Bozeman School Board trustees Denise Hayman and Heide Arneson and Superintendent Rob Watson on Monday joined a noon video-conference with school leaders from Billings, Great Falls and other large, AA Montana school districts.
“I’m optimistic,” said Hayman, a veteran of past legislative sessions. “Usually we’re working diligently to kill most bills. I’m encouraged we’re working as a state to pass 175.”
Senate Bill 175, carried by Republican Sen. Llew Jones, would use oil and gas tax revenue to support schools, reduce property taxes and give schools more money than the inflationary increase proposed by Gov. Steve Bullock. Hayman said the slight inflation increase was handed to Bullock in the budget prepared by fellow Democrat and former Gov. Brian Schweitzer and it “would not adequately fund education.”
Bullock requested a $6.7 million increase for schools for two years. For the first year of the two-year budget cycle that would amount to less than a 1 percent increase, Watson said.
SB 175 was hammered out by a coalition of school groups that are often at odds in the Legislature – including east and west, large and small districts, Arneson said. The bill would benefit school districts like Sidney’s that are impacted by the gas boom, schools that are losing students and those like Bozeman that are growing, Hayman said.
“If we have fights among ourselves, it’s over,” said Lance Melton, executive director of the Montana School Boards Association.
SB 175 is the No. 1 priority for education this session, and Melton urged school leaders to come to the Capitol on March 18 to advocate for the bill. Hundreds of school board trustees, teachers, administrators and parents are needed to support it, he said.
Republican Art Wittich, Senate majority leader from Bozeman, wrote in an opinion column in Monday’s, Chronicle that it’s ironic that Republicans are supporting the governor’s inflation funding for schools, but that’s languishing because of the hope of passing instead “a new proposal that increases the inflationary adjustment by 500 percent.”
“Our public schools have always received adequate funding and will continue to do so,” Wittich wrote. School funding must be balanced with the state’s other needs, he wrote, adding it’s “too early in the budget process to commit to such an enormous increase beyond the original common-sense proposals.”
Arneson said she doubted the state judge who ruled the state’s school funding to be inadequate and unconstitutional would agree with Wittich.
Melton said it’s disheartening that after years of making public schools more accountable and transparent, lawmakers are supporting several bills to promote private schools and charter schools that wouldn’t be accountable for using public money effectively. Charter and private schools wouldn’t have to disclose test scores to the public, hire accredited teachers or be accredited, school leaders said.
“All of a sudden, transparency and accountability are out the window,” Melton said.

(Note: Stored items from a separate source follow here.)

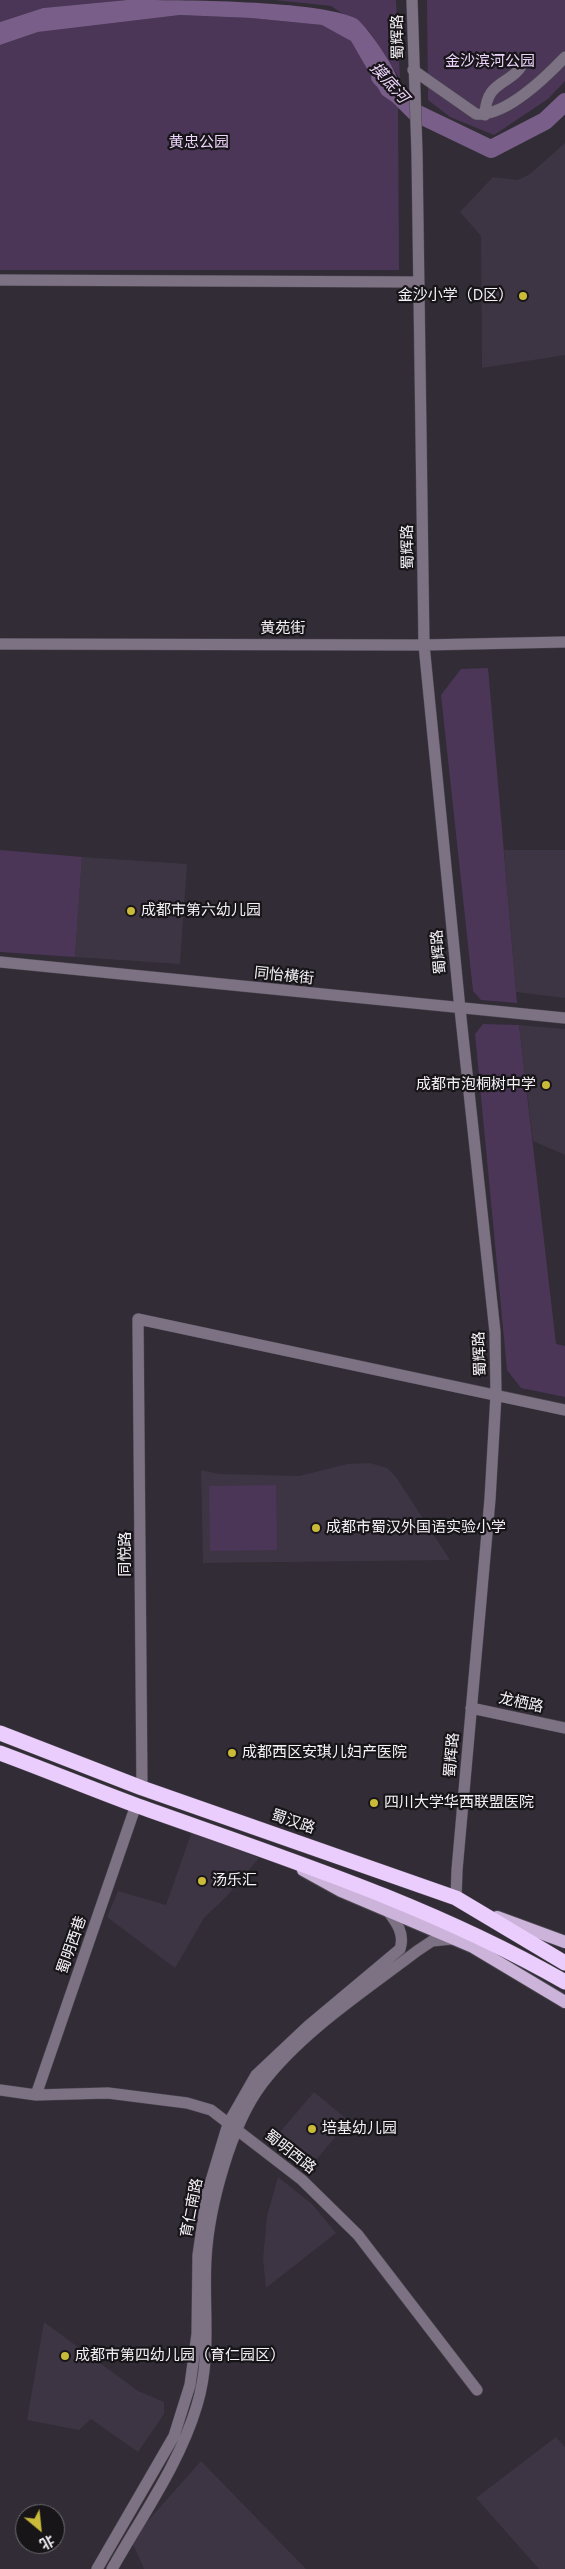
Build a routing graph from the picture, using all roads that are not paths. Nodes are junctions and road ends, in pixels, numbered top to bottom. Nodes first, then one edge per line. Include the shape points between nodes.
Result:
1 (412, 0) edge
2 (565, 57) edge
3 (524, 61) dead end
4 (413, 70) junction
5 (485, 115) junction
6 (0, 280) edge
7 (419, 282) junction
8 (565, 642) edge
9 (0, 644) edge
10 (424, 645) junction
11 (0, 962) edge
12 (460, 1009) junction
13 (565, 1018) edge
14 (496, 1395) junction
15 (565, 1410) edge
16 (471, 1708) junction
17 (565, 1728) edge
18 (0, 1732) edge
19 (0, 1753) edge
20 (142, 1788) junction
21 (136, 1805) junction
22 (270, 1852) junction
23 (456, 1898) junction
24 (472, 1908) junction
25 (388, 1910) junction
26 (454, 1939) junction
27 (565, 1942) edge
28 (565, 1963) edge
29 (565, 1982) edge
30 (565, 2002) edge
31 (0, 2090) edge
32 (36, 2095) junction
33 (233, 2127) junction
34 (477, 2390) dead end
35 (97, 2569) edge
36 (112, 2569) edge

1 - 4 street, 蜀辉路
2 - 5 street via 511,103
3 - 5 street via 514,74 495,86
4 - 5 street via 476,114
4 - 7 street, 蜀辉路
6 - 7 street
7 - 10 street, 蜀辉路
8 - 10 street, 黄苑街
9 - 10 street, 黄苑街
10 - 12 street, 蜀辉路
11 - 12 street, 同怡横街
12 - 13 street, 同怡横街
12 - 14 street, 蜀辉路 via 495,1332
14 - 15 street
14 - 16 street, 蜀辉路
14 - 20 street, 同悦路 via 138,1319
16 - 17 street, 龙栖路
16 - 23 street, 蜀辉路
18 - 20 highway, 蜀汉路
19 - 21 highway
20 - 23 highway, 蜀汉路
21 - 22 highway
21 - 32 street, 蜀明西巷
22 - 25 main road via 341,1891
22 - 29 highway via 371,1888 473,1934
23 - 24 highway, 蜀汉路
24 - 27 main road
24 - 28 highway, 蜀汉路
25 - 26 main road
25 - 33 street, 育仁南路 via 402,1934 400,1949 308,2026 256,2075
26 - 30 main road
26 - 33 street via 432,1941 320,2027 263,2083
31 - 32 street, 蜀明西路
32 - 33 street, 蜀明西路 via 108,2093 187,2103 211,2110
33 - 34 street, 蜀明西路 via 302,2180 358,2235
33 - 35 street, 育仁南路 via 208,2194 200,2246 190,2385 174,2436
33 - 36 street via 215,2199 206,2258 206,2358 198,2404 181,2447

He said money to privatize schools would come out of state funding for public schools.
While some charter school bills, like House Bill 315, are theoretically dead, they can come back to life if amended into other bills, Melton warned.
School leaders also discussed HB 239, a bill to make it easier for parents to take their kids out of sex education lessons. Instead of giving parents the chance to “opt out,” as they can now, parents would have to sign forms to “opt in.” Melton said the way the bill is worded, if one parent objected, none of the students could have the lesson. HB 239 passed the House 56-41 and is being considered by the Senate Public Health, Welfare and Safety committee.